When a line of the records below contains the string "Calle", copy that whole line.

◆ Data to examine
┌──
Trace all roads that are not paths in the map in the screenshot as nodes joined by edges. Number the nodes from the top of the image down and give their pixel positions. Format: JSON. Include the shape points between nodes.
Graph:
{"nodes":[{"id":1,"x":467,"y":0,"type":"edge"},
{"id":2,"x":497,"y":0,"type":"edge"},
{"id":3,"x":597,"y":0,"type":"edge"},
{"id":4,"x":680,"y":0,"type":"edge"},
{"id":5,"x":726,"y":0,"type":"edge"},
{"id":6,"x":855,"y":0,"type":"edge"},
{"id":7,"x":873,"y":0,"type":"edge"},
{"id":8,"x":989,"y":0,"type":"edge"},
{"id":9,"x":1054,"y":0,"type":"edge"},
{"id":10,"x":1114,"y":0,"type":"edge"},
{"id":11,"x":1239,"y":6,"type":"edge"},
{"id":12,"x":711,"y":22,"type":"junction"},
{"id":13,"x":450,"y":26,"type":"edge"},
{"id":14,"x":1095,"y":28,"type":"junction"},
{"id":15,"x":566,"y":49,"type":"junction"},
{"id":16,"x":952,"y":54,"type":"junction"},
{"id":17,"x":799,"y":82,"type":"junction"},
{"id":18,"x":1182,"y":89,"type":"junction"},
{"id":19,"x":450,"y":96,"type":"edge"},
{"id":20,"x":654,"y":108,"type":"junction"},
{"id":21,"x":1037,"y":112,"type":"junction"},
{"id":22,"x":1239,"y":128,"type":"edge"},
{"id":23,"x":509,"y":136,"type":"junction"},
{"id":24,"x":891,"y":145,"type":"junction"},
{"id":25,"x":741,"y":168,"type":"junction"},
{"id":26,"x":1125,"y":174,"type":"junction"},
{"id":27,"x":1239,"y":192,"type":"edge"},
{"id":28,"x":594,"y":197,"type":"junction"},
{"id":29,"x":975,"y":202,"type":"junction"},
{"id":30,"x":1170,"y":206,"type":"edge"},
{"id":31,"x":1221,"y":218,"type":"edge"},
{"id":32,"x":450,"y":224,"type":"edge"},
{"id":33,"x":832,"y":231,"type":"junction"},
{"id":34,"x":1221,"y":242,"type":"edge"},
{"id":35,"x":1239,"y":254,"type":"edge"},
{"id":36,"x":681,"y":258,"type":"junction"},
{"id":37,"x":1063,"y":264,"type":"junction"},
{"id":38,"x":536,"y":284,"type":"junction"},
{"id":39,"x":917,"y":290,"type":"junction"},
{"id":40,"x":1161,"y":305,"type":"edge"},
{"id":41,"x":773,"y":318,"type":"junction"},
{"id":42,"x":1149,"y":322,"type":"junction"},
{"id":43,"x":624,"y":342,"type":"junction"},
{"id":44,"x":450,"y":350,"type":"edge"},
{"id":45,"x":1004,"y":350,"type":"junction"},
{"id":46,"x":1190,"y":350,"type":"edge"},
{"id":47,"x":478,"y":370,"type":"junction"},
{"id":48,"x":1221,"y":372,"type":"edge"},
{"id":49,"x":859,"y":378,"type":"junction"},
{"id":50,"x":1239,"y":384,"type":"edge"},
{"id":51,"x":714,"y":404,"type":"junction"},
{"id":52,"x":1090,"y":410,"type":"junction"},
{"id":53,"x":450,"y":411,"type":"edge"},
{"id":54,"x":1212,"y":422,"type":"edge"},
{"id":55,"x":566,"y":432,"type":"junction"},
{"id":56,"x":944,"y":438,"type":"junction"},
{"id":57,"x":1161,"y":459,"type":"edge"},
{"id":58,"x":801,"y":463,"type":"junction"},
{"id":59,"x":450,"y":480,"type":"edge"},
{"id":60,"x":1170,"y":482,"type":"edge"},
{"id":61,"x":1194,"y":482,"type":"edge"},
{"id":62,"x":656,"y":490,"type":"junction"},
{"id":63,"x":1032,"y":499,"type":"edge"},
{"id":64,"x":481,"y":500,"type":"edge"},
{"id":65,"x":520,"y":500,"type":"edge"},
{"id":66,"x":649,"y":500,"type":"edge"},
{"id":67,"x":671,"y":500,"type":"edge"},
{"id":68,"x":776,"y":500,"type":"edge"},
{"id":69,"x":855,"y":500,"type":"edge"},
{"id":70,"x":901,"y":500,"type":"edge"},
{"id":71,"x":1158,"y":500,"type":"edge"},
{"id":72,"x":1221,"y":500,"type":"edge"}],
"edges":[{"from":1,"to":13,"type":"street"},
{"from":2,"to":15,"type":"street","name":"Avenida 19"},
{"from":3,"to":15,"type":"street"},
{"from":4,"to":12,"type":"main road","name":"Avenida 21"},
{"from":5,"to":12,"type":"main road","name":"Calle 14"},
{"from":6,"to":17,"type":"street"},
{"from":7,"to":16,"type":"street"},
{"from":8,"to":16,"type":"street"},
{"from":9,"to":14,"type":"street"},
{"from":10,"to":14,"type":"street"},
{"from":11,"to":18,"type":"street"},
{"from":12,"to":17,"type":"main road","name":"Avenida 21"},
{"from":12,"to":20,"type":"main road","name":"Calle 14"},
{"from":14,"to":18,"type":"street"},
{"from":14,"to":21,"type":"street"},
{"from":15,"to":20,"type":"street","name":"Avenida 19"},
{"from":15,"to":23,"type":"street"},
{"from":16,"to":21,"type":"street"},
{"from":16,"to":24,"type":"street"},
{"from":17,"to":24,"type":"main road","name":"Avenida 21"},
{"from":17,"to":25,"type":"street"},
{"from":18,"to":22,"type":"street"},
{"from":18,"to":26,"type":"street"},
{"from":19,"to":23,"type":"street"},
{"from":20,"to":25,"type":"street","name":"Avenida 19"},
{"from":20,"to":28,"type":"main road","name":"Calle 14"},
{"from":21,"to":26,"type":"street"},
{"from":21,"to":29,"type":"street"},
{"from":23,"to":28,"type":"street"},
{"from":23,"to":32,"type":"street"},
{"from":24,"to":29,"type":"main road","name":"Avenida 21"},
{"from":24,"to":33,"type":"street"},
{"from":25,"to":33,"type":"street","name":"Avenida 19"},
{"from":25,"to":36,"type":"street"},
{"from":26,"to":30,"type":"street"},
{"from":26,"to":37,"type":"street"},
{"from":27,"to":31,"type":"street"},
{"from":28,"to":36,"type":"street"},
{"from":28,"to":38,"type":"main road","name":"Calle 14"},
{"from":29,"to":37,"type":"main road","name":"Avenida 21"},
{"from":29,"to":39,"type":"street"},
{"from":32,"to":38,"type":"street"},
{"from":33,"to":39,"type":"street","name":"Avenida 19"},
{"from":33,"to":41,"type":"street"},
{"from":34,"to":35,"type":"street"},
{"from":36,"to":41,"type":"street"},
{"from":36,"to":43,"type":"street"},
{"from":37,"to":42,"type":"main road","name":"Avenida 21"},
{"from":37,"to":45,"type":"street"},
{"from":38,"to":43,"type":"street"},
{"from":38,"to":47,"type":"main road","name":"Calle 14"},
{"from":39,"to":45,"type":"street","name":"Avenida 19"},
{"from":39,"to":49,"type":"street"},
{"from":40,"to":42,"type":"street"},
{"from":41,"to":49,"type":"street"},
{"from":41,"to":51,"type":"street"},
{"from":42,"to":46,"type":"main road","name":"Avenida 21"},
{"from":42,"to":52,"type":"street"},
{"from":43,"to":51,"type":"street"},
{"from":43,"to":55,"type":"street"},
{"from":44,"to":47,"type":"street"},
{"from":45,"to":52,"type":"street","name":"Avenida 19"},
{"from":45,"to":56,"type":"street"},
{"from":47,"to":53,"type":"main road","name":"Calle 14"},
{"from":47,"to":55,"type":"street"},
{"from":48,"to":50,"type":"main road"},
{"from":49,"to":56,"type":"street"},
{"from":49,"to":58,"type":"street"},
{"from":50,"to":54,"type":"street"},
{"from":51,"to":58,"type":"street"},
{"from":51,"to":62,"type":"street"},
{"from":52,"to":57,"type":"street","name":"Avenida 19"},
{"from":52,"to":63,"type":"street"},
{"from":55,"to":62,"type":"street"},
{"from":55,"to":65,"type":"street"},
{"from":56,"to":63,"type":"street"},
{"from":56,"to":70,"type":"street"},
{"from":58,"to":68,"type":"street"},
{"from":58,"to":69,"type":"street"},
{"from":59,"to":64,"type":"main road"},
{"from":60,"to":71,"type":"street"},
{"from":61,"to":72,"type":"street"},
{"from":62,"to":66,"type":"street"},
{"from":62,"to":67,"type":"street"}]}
└──
◆ Answer to the exercise
{"from":5,"to":12,"type":"main road","name":"Calle 14"},
{"from":12,"to":20,"type":"main road","name":"Calle 14"},
{"from":20,"to":28,"type":"main road","name":"Calle 14"},
{"from":28,"to":38,"type":"main road","name":"Calle 14"},
{"from":38,"to":47,"type":"main road","name":"Calle 14"},
{"from":47,"to":53,"type":"main road","name":"Calle 14"},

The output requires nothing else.